## Exercise
Extract all lines that hold "view" from the records below.

══ Given information ══

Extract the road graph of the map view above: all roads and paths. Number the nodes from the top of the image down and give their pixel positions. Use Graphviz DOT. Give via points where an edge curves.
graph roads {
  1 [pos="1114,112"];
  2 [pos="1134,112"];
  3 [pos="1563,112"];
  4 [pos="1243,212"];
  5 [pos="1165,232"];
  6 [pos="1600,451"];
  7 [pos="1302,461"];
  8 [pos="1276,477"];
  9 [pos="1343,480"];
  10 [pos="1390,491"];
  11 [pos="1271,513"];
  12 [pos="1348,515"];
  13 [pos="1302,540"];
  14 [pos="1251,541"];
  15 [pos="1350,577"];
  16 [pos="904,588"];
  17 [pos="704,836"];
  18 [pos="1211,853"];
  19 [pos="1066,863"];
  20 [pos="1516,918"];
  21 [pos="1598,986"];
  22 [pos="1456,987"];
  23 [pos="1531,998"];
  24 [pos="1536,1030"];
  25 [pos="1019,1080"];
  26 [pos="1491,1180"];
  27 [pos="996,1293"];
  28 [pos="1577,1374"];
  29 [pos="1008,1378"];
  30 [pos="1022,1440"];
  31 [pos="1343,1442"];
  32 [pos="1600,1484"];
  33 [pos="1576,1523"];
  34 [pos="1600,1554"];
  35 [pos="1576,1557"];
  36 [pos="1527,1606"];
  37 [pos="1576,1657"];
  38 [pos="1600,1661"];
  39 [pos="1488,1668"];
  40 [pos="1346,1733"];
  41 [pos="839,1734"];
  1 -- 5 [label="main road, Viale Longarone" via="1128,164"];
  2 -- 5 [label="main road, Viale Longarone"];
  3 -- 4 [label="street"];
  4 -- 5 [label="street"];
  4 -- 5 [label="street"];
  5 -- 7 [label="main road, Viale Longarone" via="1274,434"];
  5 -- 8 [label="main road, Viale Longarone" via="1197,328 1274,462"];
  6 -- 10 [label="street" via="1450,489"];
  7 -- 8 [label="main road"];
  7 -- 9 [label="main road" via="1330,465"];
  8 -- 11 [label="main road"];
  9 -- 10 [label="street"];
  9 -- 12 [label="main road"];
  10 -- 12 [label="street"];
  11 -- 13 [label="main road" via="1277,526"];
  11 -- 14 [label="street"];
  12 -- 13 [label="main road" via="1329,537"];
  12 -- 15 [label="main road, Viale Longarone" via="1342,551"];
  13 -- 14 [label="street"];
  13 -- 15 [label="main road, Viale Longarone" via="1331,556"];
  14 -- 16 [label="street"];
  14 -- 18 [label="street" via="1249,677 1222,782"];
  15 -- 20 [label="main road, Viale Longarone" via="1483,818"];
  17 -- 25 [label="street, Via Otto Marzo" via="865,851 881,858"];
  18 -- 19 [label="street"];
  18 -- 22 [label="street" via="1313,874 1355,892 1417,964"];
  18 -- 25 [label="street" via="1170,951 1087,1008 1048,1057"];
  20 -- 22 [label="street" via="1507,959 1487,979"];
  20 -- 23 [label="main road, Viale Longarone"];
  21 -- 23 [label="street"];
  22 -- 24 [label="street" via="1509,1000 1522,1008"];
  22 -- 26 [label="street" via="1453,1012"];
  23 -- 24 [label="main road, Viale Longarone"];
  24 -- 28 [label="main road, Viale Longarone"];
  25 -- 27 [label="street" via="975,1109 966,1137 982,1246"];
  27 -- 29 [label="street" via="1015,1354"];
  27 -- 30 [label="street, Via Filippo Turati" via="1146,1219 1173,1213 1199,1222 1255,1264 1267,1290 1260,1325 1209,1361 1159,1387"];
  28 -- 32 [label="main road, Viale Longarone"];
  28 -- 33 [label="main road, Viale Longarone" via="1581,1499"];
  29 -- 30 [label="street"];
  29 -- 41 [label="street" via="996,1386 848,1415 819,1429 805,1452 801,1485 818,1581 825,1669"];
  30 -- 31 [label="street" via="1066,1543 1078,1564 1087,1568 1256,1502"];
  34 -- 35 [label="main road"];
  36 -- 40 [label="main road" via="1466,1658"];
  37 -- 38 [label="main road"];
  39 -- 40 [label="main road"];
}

═══
══ Given information ══

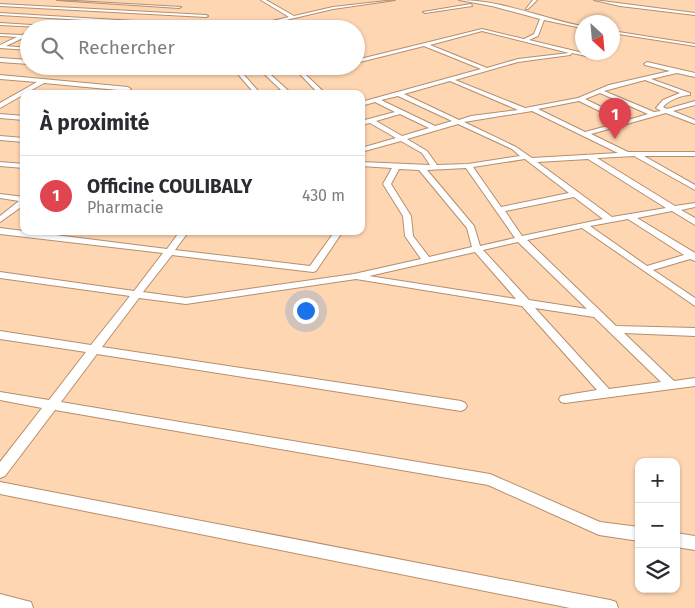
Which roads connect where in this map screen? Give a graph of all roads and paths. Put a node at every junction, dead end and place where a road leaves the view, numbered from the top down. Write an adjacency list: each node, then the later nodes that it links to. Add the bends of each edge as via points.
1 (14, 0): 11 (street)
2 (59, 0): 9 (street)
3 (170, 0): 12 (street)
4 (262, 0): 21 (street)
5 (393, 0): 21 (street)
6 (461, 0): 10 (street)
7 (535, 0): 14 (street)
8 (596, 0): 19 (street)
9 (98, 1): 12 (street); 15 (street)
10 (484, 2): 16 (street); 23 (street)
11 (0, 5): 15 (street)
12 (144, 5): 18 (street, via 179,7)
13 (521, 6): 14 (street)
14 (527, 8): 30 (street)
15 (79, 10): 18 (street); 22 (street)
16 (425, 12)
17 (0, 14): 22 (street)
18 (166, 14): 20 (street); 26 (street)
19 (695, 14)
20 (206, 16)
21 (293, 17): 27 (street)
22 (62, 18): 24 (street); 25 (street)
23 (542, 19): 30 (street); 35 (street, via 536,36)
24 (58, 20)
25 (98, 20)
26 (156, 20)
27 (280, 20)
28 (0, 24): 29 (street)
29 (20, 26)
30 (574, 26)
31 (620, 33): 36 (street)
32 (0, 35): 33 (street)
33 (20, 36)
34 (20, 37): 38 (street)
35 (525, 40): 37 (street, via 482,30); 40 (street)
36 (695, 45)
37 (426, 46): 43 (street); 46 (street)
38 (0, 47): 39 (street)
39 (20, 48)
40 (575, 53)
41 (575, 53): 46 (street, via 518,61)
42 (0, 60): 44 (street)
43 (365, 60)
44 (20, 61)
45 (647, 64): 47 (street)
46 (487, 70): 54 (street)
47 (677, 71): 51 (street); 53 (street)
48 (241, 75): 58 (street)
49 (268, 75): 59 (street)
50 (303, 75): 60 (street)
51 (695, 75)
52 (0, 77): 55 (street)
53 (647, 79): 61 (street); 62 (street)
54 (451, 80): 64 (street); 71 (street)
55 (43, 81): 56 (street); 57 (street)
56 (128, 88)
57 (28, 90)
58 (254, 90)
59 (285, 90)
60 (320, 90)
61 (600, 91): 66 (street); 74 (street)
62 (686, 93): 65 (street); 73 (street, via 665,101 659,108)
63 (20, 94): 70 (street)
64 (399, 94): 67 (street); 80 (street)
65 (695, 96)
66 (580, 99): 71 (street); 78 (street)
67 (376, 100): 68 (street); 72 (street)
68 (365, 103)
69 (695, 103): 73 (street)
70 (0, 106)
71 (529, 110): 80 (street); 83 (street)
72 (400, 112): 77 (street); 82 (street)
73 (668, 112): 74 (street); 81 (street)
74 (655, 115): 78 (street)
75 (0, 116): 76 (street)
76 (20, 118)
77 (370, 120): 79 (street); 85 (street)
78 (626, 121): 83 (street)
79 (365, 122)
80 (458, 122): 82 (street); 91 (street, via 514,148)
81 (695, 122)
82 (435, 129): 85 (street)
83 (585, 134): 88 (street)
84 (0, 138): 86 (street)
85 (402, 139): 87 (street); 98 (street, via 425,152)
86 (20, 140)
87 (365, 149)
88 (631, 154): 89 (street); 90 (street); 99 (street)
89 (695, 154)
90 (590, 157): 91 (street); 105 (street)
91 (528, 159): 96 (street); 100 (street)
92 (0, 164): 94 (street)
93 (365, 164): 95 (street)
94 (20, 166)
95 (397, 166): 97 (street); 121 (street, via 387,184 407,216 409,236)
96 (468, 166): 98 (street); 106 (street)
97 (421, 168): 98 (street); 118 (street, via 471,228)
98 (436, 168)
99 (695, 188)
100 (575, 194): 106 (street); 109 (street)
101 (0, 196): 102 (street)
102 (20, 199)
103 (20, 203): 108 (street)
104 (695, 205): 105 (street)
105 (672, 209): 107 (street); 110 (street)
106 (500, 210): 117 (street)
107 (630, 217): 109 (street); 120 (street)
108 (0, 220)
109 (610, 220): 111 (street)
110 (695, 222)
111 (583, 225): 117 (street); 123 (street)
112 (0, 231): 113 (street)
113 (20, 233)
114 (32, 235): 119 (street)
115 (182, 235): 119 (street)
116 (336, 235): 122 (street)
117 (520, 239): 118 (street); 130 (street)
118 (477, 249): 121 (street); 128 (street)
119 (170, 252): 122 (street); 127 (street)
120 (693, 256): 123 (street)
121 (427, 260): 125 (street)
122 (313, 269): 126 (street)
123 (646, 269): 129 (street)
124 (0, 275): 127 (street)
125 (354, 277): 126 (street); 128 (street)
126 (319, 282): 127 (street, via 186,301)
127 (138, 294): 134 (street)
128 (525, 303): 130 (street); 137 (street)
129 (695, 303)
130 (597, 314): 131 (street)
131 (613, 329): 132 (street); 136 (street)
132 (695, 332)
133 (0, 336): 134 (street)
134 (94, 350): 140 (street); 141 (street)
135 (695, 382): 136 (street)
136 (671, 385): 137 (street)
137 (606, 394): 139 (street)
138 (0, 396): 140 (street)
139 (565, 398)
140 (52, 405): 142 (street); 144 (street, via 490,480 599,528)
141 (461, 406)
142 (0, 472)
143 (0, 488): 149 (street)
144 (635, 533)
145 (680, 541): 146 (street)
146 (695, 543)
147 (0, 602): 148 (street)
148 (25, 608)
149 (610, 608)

═══

## Answer section
Extract the road graph of the map view above: all roads and paths. Number the nodes from the top of the image down and give their pixel positions. Use Graphviz DOT. Give via points where an edge curves.
Which roads connect where in this map screen? Give a graph of all roads and paths. Put a node at every junction, dead end and place where a road leaves the view, numbered from the top down. Write an adjacency list: each node, then the later nodes that it links to. Add the bends of each edge as via points.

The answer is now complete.